PROBLEM TO SOLVE
Copy out, from the data, each line containing the string "Mission".

═════ DATA EXCERPTS

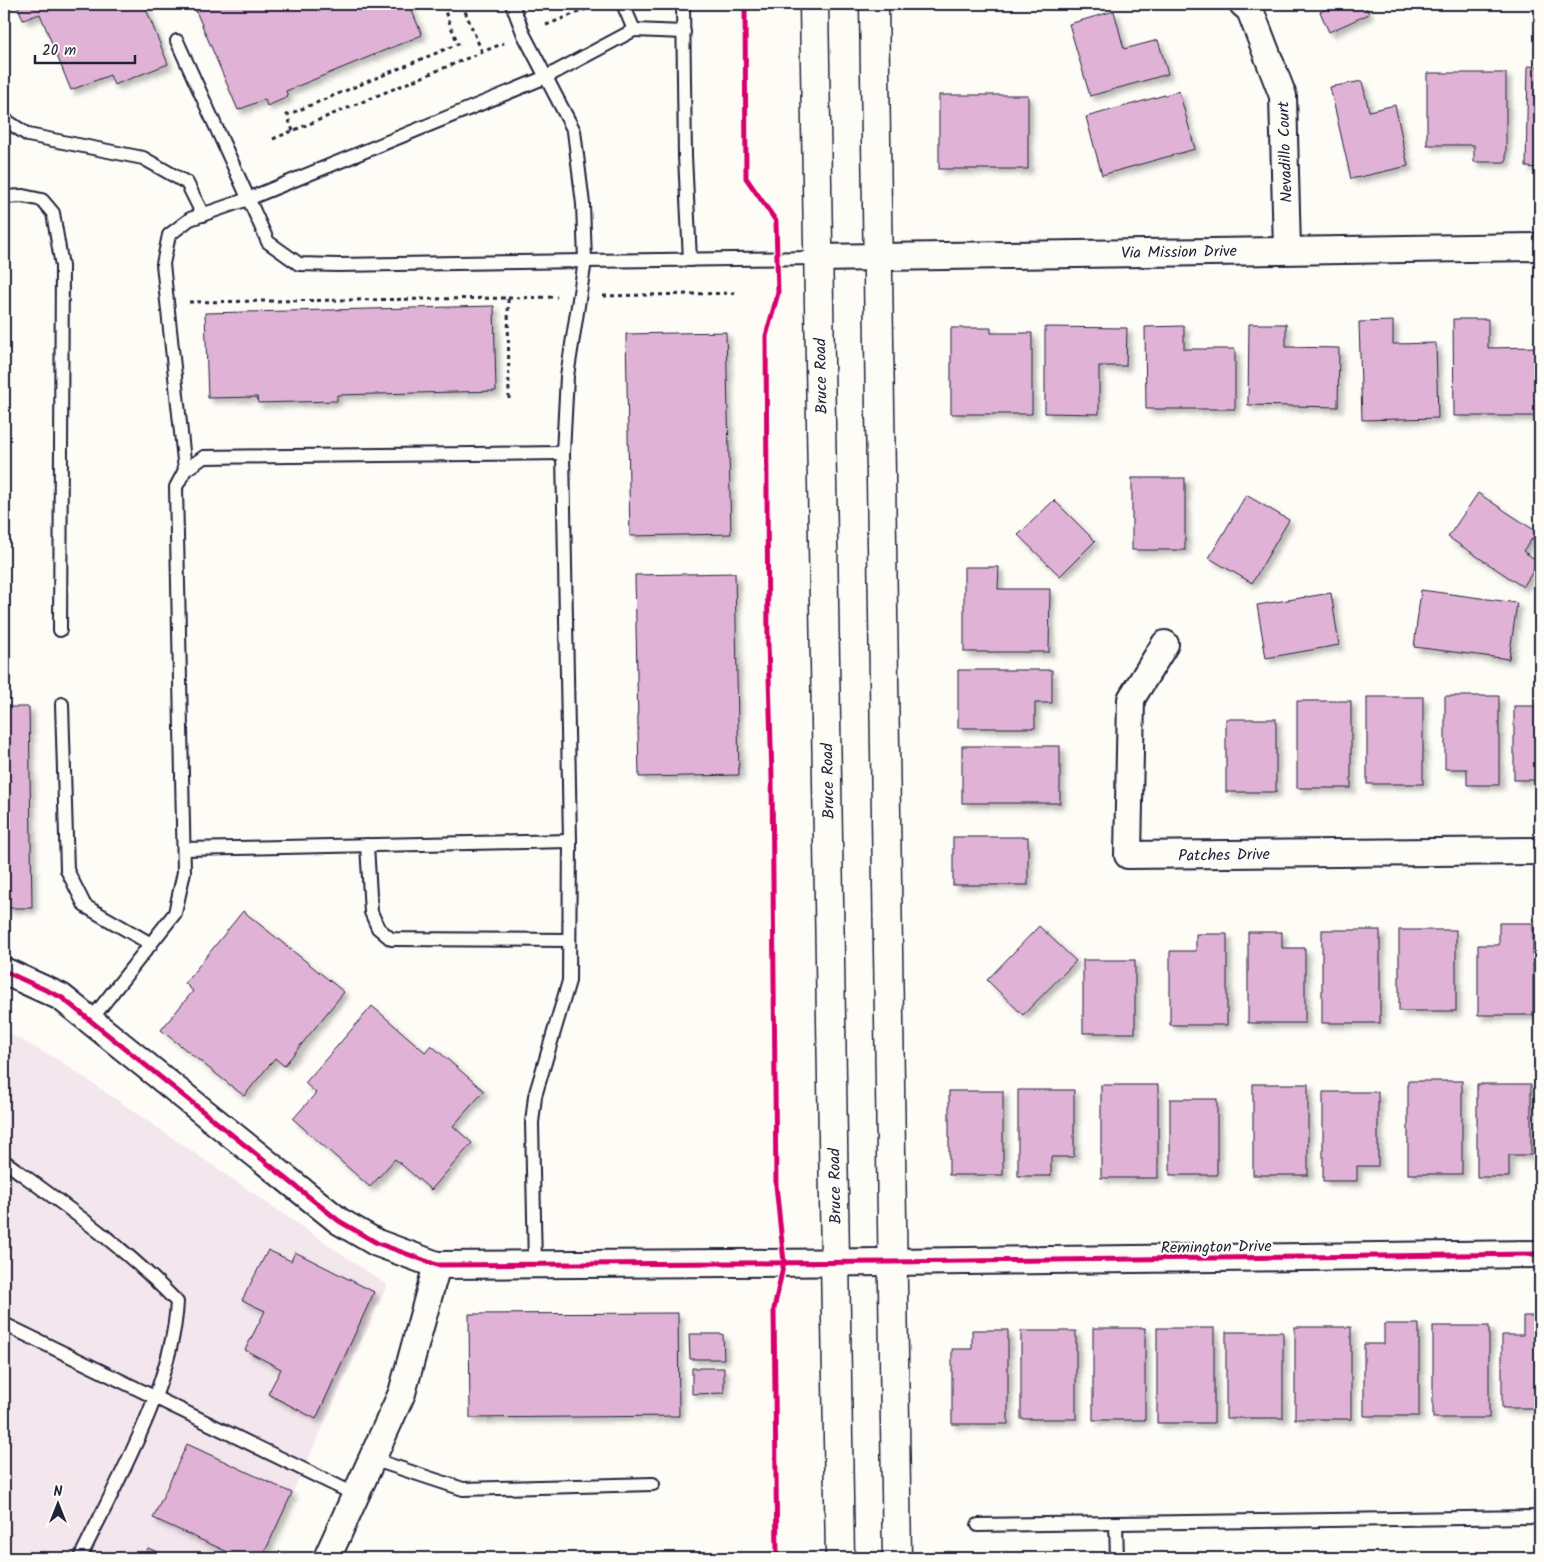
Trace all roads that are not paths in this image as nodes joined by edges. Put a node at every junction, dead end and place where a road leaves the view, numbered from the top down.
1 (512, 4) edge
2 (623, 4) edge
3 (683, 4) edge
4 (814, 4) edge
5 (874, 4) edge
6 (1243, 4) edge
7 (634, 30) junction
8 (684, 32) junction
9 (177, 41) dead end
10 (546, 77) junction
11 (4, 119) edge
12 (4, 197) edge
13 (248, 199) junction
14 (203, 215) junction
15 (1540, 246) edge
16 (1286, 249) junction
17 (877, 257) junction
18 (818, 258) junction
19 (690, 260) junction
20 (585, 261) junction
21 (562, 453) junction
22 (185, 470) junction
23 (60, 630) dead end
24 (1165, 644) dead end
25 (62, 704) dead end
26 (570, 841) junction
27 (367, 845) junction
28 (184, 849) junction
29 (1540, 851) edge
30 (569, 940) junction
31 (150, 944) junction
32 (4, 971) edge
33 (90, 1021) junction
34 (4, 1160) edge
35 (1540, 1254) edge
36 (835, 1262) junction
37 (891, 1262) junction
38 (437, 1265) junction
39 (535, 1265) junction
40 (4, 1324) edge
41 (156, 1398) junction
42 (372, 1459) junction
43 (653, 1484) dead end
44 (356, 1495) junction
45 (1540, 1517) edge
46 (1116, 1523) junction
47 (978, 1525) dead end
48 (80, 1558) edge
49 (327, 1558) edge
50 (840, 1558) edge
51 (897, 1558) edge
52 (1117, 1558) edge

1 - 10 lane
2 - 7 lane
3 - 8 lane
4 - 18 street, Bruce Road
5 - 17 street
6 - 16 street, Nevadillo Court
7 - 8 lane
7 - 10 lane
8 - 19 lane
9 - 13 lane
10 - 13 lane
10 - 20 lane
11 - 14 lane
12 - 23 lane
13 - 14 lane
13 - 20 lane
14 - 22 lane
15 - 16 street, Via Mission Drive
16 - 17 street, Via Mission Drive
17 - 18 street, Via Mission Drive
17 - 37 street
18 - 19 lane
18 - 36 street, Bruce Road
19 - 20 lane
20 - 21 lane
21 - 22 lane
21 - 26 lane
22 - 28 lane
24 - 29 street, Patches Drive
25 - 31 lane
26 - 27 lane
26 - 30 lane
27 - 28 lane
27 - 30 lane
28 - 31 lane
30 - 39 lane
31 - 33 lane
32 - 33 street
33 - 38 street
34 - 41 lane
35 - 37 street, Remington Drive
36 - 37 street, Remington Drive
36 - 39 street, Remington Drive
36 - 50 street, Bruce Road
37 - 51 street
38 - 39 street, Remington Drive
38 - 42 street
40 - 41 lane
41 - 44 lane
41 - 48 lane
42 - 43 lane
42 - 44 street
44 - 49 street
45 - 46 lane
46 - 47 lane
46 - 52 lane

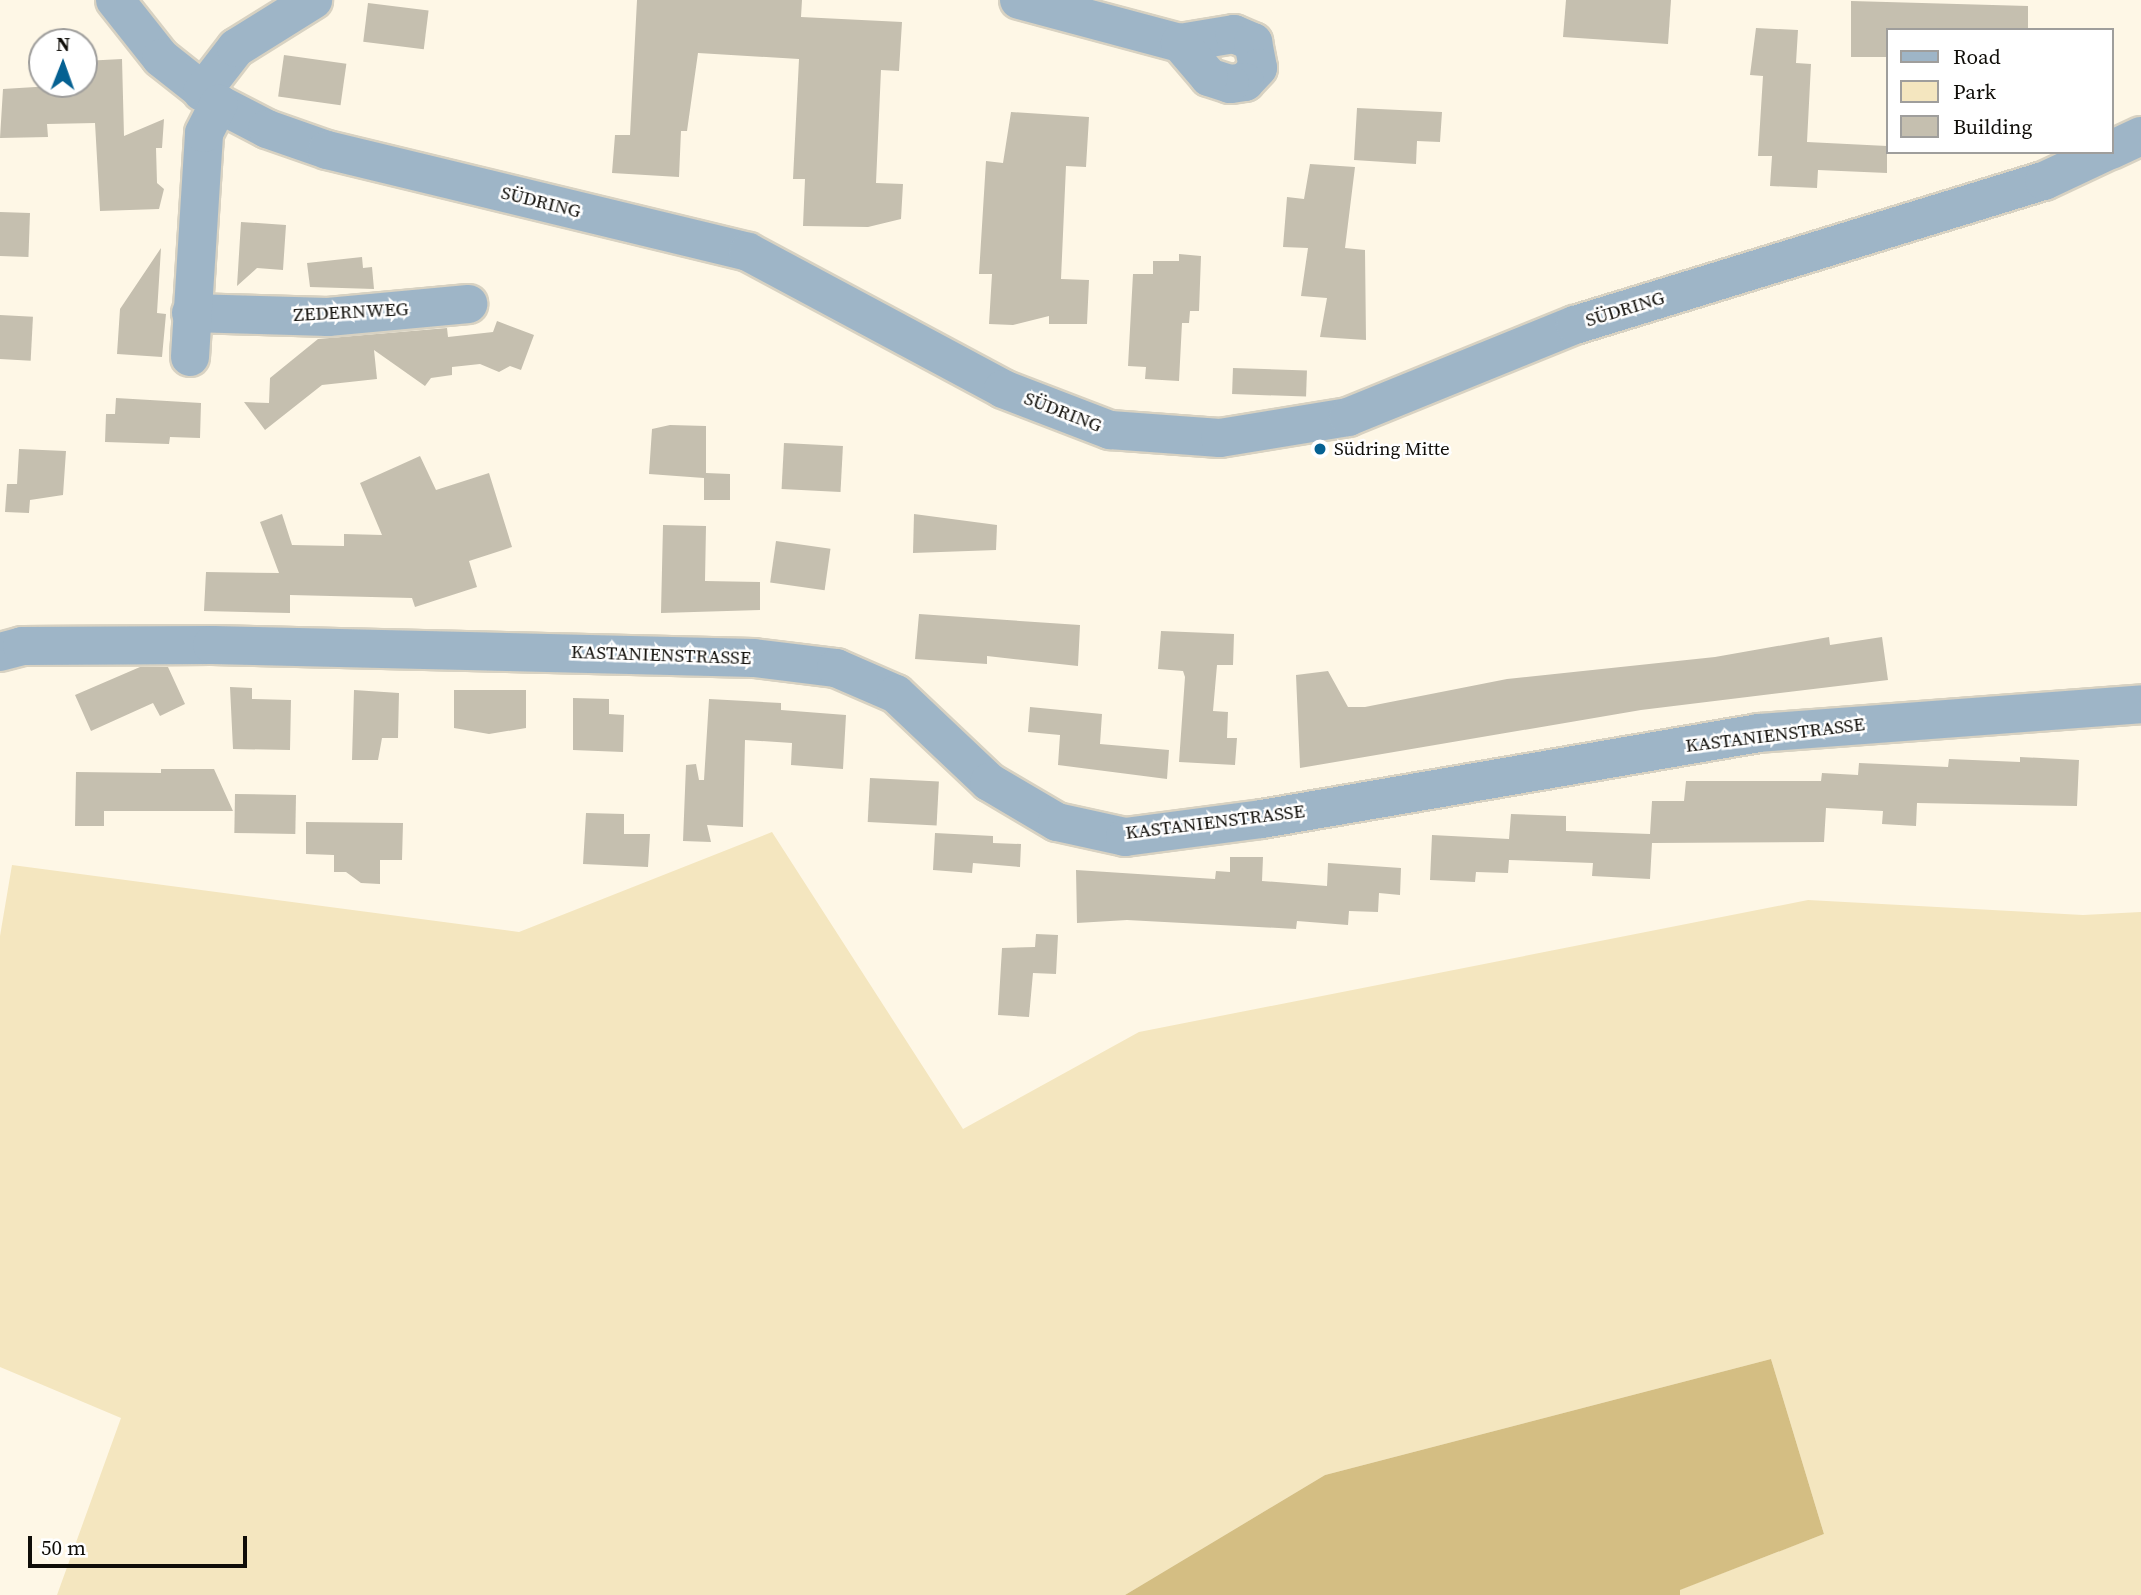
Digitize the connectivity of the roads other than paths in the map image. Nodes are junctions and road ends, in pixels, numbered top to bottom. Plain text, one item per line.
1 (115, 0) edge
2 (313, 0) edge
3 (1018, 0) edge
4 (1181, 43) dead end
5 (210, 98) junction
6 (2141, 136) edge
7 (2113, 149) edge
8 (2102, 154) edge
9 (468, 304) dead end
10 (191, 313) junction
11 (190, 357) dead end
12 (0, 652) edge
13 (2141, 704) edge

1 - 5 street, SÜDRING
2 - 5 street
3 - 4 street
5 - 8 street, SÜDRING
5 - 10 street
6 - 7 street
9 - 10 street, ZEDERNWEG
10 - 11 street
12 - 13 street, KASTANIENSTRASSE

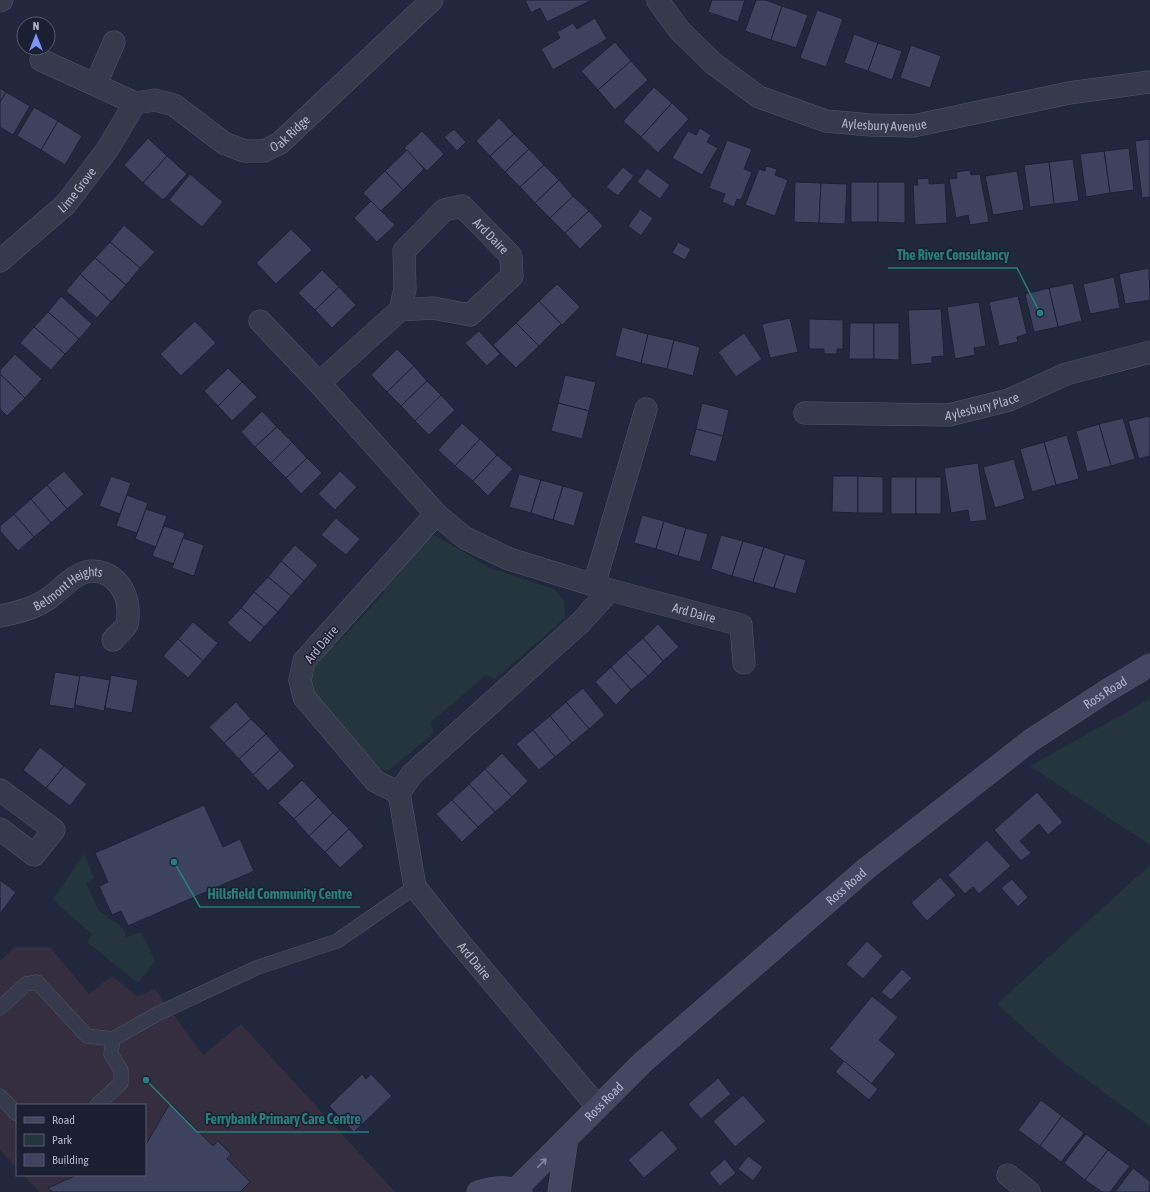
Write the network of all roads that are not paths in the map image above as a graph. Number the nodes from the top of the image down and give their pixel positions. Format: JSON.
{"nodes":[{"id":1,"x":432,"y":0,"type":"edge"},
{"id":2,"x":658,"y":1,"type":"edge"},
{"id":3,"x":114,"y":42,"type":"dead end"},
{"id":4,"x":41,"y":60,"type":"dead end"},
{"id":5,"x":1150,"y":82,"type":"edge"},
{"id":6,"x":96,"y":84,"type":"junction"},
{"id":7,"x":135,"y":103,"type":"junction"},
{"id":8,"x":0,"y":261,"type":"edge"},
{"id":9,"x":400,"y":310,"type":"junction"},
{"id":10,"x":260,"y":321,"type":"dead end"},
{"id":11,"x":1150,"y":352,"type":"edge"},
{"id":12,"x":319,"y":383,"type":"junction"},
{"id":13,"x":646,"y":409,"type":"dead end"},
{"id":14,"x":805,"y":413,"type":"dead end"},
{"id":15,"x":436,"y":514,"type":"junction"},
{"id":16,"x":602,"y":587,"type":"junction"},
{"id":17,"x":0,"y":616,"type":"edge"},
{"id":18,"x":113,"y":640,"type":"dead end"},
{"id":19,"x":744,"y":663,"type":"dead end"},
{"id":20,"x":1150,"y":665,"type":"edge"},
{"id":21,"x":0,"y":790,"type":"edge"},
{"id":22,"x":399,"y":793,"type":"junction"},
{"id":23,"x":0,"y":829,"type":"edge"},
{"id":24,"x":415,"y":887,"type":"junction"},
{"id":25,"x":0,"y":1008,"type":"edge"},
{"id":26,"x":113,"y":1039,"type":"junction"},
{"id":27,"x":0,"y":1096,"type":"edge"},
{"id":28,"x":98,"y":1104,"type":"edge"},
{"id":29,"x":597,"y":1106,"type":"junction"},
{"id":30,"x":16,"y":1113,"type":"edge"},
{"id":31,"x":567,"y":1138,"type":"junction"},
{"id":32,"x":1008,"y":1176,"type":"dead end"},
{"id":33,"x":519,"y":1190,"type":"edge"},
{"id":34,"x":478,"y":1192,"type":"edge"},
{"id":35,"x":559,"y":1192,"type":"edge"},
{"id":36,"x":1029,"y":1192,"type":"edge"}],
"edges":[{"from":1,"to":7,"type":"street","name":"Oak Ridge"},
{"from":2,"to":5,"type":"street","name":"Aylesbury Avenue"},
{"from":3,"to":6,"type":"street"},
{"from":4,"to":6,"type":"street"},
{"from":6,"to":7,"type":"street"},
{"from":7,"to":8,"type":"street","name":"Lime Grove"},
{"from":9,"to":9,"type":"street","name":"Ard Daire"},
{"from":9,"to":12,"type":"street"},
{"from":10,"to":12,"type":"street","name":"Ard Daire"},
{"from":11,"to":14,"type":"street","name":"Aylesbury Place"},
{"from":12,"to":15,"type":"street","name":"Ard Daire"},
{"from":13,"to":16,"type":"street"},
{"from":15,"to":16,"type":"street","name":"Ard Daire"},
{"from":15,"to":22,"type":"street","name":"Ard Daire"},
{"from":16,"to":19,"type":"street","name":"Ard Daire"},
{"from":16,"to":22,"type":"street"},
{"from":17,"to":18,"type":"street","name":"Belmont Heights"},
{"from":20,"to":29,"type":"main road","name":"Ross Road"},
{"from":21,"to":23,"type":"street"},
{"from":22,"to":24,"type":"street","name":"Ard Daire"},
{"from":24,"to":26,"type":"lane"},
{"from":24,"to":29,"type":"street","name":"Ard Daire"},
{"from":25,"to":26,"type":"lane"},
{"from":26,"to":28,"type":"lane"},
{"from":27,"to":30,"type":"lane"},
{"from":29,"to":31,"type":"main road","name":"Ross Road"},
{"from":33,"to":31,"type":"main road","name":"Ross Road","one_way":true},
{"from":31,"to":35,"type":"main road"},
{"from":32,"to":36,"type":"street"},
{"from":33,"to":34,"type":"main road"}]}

══════════

ANSWER TO THE PROBLEM
15 - 16 street, Via Mission Drive
16 - 17 street, Via Mission Drive
17 - 18 street, Via Mission Drive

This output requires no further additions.